I looked at her with all the compassion I truly felt.
“Why? Because we believe that God is all love and tenderness and justice?—because we cannot think He would have created life only to end in death?—because we are sure that He allows nothing to be wasted, not even a thought?—and nothing to go unrecompensed, either in good or in evil? Surely these are not barbarous beliefs?”
A curious look came over her face.
“If I believed in anything,”—she said—“I would rather be orthodox, and believe in the doctrine of original sin and the Atonement.”
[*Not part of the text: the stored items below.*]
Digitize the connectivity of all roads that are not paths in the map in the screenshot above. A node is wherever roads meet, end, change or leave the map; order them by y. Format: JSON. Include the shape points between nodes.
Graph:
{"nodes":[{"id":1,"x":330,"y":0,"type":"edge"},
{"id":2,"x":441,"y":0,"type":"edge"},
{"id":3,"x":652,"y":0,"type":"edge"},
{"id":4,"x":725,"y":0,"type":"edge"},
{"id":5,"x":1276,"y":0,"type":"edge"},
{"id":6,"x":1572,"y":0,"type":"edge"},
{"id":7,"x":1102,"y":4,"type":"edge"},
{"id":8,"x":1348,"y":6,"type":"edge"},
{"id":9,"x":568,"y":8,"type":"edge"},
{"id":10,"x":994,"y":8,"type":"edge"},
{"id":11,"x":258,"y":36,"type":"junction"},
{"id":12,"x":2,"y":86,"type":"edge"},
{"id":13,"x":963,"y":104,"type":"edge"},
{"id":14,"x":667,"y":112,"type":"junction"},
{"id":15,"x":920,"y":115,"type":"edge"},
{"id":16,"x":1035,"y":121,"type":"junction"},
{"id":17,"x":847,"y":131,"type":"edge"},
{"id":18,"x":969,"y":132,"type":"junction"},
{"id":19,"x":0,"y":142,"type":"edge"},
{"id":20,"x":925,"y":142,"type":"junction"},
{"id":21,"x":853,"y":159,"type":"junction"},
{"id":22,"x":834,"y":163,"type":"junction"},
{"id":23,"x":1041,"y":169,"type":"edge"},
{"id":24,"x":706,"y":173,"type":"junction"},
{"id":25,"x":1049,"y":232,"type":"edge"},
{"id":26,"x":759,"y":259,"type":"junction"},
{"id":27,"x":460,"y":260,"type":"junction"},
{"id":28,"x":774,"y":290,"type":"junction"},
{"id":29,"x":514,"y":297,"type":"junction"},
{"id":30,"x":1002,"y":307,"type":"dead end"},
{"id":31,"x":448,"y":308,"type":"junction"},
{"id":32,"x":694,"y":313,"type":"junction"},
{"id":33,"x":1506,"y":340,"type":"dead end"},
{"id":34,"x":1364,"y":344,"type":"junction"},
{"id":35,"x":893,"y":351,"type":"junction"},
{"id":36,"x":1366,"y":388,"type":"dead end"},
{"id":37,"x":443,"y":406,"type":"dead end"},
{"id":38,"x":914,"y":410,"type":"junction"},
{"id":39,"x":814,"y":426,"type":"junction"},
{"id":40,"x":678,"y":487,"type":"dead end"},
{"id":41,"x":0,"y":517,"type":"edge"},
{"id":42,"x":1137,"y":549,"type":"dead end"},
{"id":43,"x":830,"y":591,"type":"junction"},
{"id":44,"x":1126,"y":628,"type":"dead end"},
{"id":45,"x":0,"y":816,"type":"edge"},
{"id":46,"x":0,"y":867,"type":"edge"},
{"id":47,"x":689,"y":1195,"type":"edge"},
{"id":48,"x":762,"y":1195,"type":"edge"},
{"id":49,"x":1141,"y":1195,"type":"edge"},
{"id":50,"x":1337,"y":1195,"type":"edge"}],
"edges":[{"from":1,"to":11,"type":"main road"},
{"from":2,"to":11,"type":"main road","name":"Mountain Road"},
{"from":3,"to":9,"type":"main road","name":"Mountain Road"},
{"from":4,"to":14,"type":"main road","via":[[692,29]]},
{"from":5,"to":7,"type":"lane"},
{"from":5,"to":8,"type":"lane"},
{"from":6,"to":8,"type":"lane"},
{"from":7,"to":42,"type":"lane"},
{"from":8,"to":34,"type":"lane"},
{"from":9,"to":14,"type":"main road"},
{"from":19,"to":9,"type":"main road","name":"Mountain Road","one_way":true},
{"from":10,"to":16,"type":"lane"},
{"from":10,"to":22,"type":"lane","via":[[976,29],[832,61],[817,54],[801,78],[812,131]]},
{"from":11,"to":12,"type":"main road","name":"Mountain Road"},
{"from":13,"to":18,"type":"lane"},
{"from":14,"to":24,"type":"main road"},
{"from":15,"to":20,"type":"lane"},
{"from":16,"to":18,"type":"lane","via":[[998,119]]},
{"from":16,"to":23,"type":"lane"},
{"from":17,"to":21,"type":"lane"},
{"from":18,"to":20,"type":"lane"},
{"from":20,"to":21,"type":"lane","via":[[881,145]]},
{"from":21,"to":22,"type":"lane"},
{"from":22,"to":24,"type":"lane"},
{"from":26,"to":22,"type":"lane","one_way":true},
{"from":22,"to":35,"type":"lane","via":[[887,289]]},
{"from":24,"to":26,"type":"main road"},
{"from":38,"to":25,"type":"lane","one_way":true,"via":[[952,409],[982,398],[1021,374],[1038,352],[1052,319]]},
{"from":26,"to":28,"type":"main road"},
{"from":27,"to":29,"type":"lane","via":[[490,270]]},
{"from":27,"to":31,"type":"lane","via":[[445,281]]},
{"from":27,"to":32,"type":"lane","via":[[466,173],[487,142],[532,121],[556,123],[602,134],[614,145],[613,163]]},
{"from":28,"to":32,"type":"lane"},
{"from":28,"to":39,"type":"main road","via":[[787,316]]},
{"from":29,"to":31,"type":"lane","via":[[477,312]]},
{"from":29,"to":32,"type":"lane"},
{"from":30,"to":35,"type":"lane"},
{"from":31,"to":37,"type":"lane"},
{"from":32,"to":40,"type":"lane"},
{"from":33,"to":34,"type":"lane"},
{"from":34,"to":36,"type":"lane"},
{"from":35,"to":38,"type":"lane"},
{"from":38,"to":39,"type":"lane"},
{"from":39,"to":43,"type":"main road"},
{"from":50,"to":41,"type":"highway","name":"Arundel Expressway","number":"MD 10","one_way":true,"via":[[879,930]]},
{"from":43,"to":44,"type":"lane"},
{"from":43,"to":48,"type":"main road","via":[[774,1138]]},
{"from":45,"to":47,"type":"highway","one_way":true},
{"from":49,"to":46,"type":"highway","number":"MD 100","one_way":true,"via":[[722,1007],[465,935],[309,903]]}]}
“Then you would start with the idea that the supreme and all-wise Creator could not make a perfect work!” I said—“And that He was obliged to invent a scheme to redeem His own failure! Catherine, if you speak of barbarism, this is the most barbarous belief of all!”
She stared at me, amazed.
“You would be put out of any church in Christendom for such a speech as that!” she said.
“Possibly!” I answered, quietly—“But I should not and could not be put out of God’s Universe—nor, I am certain, would He reject my soul’s eternal love and adoration!”
A silence fell between us. Then I heard her sobbing. I put my arm round her, and she laid her head on my shoulder.
“I wish I could feel as you do,”—she whispered—“You must be very happy! The world is all beautiful in your eyes—and of course with your ideas it will continue to be beautiful—and even death will only come to you as another transition into life. But you must not think anybody will ever understand you or believe you or follow you--people will only look upon you as mad, or the dupe of your own foolish imagination!”